Moments after the verdict was read by the judge, Friends of the Earth Europe spelled out what the upshot may be for the near future.
“This is a huge win for climate justice,” the organisation tweeted.
“We hope this verdict will trigger a wave of climate litigation against big polluters, to force them to stop extracting & burning fossil fuels.
“It’s a win for communities in the global South who are facing climate impacts now.”
Meanwhile in the US there were two other significant developments. Separately, oil and gas giants ExxonMobil and Chevron both suffered shareholder rebellions from activists and investors over their failures to rein in emissions or set out ambitious paths to doing so.
In what has been described as a “stunning blow” for ExxonMobil, hedge fund activists from tiny investment operation Engine No 1 succeeded in replacing two board members with its own candidates, who will now pile pressure on the company to move in a more environmentally conscientious direction.
“It’s a huge deal. It shows not just that there is more seriousness apparent in the thinking among investors about climate change, it’s a rebuff of the whole attitude of the Exxon board,” Ric Marshall, executive director of ESG Research at MSCI, an investment consultancy, told Reuters.
At the same time, existing Chevron board members backed a call for the company to cut emissions from the end-use of its fuels, with 61 per cent supporting the action.
Another resolution calling for a report on the business impact of achieving net zero emissions by 2050 was backed by 48 per cent of board members.

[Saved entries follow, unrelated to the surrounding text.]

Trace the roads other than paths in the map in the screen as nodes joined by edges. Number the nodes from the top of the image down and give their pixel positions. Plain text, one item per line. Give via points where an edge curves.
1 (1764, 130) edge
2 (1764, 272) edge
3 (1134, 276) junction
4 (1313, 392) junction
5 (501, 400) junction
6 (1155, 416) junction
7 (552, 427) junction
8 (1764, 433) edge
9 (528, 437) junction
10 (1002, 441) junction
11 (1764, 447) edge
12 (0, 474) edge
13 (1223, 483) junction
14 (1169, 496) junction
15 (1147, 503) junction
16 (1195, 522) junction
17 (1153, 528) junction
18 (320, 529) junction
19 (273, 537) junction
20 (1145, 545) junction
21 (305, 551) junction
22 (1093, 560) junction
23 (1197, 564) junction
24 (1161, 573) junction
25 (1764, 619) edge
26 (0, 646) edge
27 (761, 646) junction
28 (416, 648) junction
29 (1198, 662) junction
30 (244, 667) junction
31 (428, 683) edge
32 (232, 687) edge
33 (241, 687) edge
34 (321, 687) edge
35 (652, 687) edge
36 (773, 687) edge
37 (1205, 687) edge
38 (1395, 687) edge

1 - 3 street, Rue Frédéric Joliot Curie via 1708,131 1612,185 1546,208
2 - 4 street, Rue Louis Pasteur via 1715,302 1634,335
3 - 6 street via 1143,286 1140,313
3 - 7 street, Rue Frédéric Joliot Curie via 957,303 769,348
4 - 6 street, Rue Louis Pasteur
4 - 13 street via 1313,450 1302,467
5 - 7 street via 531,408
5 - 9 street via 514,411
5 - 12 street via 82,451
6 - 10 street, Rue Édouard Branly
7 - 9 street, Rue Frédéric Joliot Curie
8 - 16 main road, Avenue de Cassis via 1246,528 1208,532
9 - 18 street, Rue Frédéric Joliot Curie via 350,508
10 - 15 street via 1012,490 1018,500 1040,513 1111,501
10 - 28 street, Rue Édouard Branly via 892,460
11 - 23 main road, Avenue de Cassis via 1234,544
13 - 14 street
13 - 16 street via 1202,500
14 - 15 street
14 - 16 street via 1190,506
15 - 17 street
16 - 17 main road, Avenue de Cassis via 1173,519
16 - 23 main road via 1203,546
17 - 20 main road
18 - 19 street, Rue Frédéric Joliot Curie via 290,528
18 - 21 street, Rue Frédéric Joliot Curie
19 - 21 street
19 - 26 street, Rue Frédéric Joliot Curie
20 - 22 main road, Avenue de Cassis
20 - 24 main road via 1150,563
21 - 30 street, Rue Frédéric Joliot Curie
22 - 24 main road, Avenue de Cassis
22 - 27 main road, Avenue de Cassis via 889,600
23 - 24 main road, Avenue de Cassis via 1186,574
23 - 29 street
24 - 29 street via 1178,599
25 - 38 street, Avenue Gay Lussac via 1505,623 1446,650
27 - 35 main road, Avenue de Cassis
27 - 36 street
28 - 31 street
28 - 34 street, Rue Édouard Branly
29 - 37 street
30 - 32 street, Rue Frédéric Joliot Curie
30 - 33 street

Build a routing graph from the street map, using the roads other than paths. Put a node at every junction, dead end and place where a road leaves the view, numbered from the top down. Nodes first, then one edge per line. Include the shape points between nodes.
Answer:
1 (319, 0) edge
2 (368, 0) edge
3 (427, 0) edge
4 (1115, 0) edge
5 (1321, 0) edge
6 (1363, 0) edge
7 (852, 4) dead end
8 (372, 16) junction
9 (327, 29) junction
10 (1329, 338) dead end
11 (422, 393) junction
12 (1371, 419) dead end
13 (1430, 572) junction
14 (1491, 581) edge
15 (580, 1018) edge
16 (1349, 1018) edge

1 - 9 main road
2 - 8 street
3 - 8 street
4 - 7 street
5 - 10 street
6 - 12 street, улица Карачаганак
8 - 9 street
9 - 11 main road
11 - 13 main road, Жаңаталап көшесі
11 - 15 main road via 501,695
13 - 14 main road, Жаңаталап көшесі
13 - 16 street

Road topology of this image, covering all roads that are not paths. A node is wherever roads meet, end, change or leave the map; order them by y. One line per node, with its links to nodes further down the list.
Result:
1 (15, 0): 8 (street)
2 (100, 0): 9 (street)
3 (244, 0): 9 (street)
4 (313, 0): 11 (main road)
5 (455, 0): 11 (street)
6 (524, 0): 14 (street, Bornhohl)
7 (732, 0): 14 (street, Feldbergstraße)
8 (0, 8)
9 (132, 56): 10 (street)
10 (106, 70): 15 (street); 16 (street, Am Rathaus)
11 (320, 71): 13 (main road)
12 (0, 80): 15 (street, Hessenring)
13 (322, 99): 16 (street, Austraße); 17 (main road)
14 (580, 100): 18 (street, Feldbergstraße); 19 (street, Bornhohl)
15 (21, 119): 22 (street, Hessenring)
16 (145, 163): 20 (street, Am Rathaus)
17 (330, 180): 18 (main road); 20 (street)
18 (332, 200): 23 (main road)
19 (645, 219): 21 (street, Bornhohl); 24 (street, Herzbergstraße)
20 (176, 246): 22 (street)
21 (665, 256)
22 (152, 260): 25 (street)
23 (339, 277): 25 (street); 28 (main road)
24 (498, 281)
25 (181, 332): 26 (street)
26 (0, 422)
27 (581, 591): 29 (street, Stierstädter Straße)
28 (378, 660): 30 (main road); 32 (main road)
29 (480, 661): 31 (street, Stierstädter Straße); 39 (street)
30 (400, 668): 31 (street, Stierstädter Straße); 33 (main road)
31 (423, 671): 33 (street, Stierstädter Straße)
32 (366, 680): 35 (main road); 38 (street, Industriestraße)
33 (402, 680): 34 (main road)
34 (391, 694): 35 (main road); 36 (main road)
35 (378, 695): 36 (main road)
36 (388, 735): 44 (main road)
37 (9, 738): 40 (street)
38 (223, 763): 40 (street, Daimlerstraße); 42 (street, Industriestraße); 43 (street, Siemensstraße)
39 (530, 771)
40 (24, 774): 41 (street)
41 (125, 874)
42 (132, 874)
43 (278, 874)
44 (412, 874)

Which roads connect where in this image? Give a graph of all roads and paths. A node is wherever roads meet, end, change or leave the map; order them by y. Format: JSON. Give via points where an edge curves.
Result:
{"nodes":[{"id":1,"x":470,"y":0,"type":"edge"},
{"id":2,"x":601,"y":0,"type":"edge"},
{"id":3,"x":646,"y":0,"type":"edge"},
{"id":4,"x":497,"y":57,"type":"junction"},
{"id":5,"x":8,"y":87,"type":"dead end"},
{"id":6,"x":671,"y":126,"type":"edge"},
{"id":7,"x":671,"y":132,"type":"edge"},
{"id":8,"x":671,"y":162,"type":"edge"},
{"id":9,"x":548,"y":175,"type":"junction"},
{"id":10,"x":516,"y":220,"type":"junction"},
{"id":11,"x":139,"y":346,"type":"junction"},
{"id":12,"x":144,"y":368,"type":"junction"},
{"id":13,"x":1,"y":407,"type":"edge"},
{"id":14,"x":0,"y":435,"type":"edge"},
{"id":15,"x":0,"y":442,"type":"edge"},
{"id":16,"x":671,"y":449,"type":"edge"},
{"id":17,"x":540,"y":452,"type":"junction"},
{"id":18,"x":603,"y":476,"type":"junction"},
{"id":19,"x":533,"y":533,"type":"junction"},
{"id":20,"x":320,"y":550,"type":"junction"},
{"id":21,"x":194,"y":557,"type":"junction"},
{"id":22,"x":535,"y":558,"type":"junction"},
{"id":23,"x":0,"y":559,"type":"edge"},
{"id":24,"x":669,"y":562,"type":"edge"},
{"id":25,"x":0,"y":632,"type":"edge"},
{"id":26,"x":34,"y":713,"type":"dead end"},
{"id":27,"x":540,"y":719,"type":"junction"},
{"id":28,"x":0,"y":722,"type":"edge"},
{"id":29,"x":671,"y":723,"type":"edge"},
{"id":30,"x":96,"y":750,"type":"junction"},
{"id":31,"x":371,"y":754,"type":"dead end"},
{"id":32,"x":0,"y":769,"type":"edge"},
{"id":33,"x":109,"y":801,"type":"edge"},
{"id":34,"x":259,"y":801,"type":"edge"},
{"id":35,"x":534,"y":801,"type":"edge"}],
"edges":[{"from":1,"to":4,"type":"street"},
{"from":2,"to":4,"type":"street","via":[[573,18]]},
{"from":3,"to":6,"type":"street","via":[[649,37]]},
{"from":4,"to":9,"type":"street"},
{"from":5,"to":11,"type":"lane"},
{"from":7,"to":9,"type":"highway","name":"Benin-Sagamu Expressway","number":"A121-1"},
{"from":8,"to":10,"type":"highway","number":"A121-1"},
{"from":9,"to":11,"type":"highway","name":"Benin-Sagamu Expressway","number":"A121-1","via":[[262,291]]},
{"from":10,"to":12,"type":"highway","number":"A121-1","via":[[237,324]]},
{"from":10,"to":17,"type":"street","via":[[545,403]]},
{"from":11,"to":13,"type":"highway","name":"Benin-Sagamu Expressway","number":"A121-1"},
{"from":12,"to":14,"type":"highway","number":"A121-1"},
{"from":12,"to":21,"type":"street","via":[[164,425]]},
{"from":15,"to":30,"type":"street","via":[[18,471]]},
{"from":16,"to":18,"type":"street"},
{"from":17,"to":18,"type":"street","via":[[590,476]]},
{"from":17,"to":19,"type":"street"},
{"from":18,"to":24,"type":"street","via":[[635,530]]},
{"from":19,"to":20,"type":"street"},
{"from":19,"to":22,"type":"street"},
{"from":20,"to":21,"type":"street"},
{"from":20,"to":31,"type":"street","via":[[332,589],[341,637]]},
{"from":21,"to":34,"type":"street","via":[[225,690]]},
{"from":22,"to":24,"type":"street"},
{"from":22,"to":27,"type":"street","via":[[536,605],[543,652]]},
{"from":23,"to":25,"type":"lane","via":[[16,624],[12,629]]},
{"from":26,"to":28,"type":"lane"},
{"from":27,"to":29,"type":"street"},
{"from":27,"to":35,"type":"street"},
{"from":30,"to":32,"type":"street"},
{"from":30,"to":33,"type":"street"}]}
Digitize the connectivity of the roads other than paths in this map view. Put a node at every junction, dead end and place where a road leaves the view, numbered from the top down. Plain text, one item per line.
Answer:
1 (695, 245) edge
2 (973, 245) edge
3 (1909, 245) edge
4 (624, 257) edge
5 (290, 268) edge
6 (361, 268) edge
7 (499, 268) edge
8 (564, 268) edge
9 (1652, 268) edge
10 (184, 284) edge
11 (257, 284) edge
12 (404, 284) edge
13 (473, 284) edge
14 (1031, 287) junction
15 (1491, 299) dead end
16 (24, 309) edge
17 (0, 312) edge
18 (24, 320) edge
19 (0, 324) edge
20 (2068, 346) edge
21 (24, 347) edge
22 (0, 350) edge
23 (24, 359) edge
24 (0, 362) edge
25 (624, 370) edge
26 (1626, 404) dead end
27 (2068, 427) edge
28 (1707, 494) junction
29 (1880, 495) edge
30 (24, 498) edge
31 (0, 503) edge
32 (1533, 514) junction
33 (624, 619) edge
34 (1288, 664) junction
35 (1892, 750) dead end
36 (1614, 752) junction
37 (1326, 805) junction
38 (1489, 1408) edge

“Today was a stark warning for Big Oil,” Bess Joffe, of the Church Commissioners for England, which manages the Church of England’s investment fund, told Reuters.
She added that executives were now “being held to account by investors and lawmakers”.
These three major blows hitting the world’s biggest oil companies come at a critical moment.
The global scientific consensus on the damage which greenhouse gas emissions are having is now recognised by people all around the world, who are growing increasingly concerned.
In November this year, governments must attempt to address these fears at the UN’s Cop26 climate summit in Glasgow, where each must set out its plan for reducing emissions.
Meanwhile renewable energy generation from wind and solar sources is making such enormous strides that even the International Energy Association has been practically caught off guard and revised its forecast for growth in the sector.
Renewable projects grew by 45 per cent last year, and the agency revised future renewables growth up by 25 per cent compared to its previous estimates.
On Thursday, the World Meteorological Organisation said the world could hit 1.5C of warming above pre-industrial levels within just the next five years – an announcement which highlights the urgency of deep emissions cuts.
The Paris agreement, adopted by states at Cop21, sparked a wave of litigation. According to international think tank the Geneva Association, of the more than 1,727 cases of climate-related legal action taken between 1986 and 2020, over 50 per cent started after 2015.
Emboldened by the success against Shell, oil majors could be in for a reckoning.